Most assignments are worth 20 points and are graded on
correctness, design, clarity, and efficiency. Programming assignments
will be graded by class staff within one week of the due date. Within
one week, your program grade will be posted in the gradebook on
Blackboard, and you will have a feedback file returned to you via the
turnin program.
An assignment that does not load properly receives
no credit. A
program that produces a runtime error loses all points allotted to
program correctness.
Unless stated otherwise in the project description, programming
projects must be done individually.
There are some projects that may be completed with a partner. If you
choose to work with a partner on these pair projects, you must follow
the
pair programming rules. Each
pair will turn in one project solution. Once you choose a partner for
a project, you are not allowed to switch partners. If you decide that
you cannot complete the project as a pair, you must notify your TA,
and each student must complete the project individually. You may not
switch to a different partner. When you are working on a pair project,
at least 80% of your time on the project must be spent in the lab with
your partner, and you must take turns sitting at the keyboard and
typing. Add the following to the header in your .py files:
Pair Name 1: Section: _____ Slip days used for this project: ____ Slip days used
(total): ____
Pair Name 2: Section: _____ Slip days used for this project: ____ Slip days used
(total): ____
Note about cheating on programming assignments:
While most of you reading this would never consider cheating, it is
important for your instructors to detect cheating and carry out
penalties in order for you to be graded fairly in your classes. As
discussed in the class syllabus, programming assignments will be
checked for plagiarism and copying using MOSS (Measure of Software
Similarity). Keep in mind that MOSS is impervious to common ways of
disguising code copying. It ignores differences in variable and method
names, re-arrangement of code, shuffling blocks (like conditional
blocks, for example), changes in spacing and comments. I suggest an
experiment: get a MOSS account
(http://theory.stanford.edu/~aiken/moss/), take one of your class
projects, and do everything you can to modify it so that it looks
different from the original to anyone who might read it. Then submit
both programs to MOSS. It will detect that they are the same.
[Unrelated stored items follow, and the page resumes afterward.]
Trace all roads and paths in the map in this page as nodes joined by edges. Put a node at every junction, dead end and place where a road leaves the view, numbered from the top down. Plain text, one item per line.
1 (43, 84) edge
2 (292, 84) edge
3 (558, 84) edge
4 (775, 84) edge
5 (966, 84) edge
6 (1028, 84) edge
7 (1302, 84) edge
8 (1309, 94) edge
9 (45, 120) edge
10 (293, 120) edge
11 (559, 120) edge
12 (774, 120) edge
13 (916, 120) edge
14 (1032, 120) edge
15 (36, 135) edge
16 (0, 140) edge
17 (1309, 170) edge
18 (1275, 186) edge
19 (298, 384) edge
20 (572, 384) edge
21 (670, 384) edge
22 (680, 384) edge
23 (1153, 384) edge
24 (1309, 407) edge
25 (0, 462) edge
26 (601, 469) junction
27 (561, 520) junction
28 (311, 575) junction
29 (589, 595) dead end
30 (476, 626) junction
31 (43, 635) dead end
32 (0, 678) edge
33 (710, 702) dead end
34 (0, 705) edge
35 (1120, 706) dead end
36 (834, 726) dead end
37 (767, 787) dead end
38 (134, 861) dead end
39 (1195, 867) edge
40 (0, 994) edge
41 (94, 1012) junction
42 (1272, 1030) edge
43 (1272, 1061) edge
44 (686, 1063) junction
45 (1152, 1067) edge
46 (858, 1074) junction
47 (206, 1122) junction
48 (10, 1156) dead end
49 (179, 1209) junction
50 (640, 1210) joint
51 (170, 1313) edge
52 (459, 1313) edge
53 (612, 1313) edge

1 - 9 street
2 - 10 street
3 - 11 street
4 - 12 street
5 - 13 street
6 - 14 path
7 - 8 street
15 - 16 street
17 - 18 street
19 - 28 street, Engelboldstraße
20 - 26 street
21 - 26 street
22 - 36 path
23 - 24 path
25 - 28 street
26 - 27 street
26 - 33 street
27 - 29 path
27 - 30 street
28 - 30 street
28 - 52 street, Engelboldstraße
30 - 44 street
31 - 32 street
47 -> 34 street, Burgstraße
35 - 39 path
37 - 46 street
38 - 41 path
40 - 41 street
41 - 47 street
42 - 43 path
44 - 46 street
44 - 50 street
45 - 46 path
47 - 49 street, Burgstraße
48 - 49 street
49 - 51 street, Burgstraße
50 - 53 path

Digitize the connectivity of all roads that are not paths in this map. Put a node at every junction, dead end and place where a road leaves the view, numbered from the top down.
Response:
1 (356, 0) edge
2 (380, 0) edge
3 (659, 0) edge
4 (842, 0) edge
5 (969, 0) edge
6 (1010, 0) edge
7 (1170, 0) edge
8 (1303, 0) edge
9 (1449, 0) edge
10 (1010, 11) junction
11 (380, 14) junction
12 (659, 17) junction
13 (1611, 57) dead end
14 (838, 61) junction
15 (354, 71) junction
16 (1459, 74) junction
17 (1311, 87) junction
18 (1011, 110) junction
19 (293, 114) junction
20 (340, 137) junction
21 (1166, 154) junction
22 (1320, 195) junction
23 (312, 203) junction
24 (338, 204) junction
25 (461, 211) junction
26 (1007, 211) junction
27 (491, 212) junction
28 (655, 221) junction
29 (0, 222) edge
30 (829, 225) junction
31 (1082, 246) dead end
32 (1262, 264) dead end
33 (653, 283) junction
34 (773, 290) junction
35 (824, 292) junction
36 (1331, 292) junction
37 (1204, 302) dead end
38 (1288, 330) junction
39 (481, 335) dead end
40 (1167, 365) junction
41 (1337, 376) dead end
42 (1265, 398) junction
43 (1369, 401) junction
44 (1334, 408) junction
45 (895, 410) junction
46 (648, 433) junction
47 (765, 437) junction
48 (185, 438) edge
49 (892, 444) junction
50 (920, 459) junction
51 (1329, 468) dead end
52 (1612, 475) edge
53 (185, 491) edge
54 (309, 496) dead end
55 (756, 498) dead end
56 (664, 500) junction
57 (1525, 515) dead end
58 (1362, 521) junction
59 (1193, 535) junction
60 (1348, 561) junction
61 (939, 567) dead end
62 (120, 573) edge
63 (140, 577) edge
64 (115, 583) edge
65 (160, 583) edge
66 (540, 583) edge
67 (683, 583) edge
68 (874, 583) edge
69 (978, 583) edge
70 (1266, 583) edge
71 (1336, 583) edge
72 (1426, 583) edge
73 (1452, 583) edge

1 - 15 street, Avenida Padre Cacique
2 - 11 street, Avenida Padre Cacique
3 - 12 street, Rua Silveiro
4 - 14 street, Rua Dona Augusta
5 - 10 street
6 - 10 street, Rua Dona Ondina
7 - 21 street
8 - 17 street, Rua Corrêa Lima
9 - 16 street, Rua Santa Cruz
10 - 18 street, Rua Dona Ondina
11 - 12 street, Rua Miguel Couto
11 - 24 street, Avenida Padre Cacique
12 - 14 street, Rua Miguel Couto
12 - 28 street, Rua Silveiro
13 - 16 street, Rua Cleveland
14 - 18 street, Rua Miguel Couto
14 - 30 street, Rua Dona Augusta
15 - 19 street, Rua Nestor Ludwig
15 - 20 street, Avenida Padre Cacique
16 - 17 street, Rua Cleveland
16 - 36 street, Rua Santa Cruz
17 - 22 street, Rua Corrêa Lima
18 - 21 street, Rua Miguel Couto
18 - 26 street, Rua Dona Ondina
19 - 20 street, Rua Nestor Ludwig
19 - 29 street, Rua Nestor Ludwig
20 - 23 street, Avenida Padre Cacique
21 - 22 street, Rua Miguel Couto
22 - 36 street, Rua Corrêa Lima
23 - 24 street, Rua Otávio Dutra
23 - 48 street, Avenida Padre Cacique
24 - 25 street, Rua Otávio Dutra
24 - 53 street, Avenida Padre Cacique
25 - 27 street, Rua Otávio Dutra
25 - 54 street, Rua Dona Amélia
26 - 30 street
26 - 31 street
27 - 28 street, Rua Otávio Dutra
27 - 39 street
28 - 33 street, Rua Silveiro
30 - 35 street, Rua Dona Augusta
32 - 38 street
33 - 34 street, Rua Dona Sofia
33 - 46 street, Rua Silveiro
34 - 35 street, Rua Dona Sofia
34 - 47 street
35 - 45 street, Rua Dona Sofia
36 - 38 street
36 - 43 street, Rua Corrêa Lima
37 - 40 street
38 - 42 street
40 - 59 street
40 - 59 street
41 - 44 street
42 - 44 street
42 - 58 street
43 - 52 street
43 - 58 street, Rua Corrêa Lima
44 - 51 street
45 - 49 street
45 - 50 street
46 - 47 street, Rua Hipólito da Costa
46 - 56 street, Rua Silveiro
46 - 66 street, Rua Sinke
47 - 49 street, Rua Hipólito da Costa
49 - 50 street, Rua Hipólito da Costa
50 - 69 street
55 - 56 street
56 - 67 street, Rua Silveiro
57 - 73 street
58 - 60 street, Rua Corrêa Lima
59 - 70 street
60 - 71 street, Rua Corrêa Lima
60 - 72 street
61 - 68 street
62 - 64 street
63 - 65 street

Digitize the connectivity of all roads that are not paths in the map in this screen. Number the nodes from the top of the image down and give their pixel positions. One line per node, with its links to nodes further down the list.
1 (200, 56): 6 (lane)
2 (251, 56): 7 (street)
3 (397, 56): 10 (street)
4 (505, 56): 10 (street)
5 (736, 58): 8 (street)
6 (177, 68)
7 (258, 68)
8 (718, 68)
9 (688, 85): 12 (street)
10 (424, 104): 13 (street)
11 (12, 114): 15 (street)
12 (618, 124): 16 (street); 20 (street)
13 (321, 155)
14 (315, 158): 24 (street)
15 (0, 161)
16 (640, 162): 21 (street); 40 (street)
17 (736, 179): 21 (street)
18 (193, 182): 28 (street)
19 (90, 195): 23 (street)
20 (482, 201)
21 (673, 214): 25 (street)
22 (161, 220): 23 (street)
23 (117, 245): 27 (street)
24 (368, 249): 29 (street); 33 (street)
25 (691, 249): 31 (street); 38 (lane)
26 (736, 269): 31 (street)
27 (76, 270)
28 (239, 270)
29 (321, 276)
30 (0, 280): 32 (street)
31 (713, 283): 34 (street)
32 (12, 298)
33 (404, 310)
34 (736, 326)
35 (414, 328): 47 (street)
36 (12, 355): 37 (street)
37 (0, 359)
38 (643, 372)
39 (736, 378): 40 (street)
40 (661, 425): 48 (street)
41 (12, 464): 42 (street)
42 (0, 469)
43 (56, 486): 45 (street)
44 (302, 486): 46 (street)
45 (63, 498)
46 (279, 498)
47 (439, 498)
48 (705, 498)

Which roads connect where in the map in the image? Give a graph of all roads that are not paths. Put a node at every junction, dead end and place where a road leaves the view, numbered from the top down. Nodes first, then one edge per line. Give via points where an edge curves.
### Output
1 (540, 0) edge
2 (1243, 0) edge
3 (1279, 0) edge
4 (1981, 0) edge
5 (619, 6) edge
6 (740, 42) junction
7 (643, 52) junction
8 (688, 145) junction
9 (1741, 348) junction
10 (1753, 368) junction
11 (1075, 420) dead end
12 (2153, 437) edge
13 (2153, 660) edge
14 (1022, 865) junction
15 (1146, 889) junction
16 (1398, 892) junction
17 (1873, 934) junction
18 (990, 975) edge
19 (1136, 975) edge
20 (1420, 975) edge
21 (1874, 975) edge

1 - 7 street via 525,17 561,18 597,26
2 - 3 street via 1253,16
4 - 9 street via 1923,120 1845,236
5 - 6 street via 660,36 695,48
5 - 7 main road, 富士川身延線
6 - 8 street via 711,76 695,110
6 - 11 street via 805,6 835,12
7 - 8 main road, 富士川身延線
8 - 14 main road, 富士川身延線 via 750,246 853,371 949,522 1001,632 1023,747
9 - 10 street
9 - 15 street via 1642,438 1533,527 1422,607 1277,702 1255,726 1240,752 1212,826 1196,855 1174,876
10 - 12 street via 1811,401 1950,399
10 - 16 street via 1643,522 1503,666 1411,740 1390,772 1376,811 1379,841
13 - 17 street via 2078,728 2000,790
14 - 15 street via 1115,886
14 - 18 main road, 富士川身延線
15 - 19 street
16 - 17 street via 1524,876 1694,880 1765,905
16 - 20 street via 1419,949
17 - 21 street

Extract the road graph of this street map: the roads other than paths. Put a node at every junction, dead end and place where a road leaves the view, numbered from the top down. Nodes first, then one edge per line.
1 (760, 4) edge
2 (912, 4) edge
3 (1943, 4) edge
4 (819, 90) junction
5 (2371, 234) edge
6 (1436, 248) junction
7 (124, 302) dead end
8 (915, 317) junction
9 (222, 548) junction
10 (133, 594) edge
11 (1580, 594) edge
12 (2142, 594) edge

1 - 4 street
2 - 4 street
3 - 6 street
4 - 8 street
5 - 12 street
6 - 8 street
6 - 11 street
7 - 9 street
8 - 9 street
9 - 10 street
Sharing code or algorithms with another student or obtaining
assignment solutions from any source is cheating. The penalty for
cheating is an F in the course and a referral to the Dean of Students
office.
More on Academic Honesty (taken from the
CS
Department Code of Conduct).
"The University and the Department are committed to preserving the
reputation of your degree. It means a lot to you. In order to guarantee
that every degree means what it says it means, we must enforce a strict
policy that guarantees that the work that you turn in is your own and
that the grades you receive measure your personal achievements in your
classes.
Every piece of work that you turn in with your name
on it must be yours and yours alone unless explicitly allowed by an
instructor in a particular class. Specifically, unless otherwise
authorized by an instructor:
- Students may not discuss their work with anyone except the
instructor and other members of the instructional staff (TA, section
leader, or lab proctor).
- Students may not acquire from any source (e.g., another student
or an internet site) a partial or complete solution to a problem or
project that has been assigned.
- Students may not show another student your
solution to an assignment.
- Students may not have another person (current
student, former student, tutor, friend, anyone) “walk you through” how
to solve an assignment.
- When working on pair programming assignments you may work with
one other person in the class. If you do not finish the assignment with
the person you start on the assignment with, you must both finish the
assignment individually.
If you are taking the course a second time, you are allowed to
submit a previous solution that you authored unless that program was
involved in a case of academic misconduct .For any assignment where
academic misconduct was found (whether the case was settled formally
or informally), you have to write a new version of the program.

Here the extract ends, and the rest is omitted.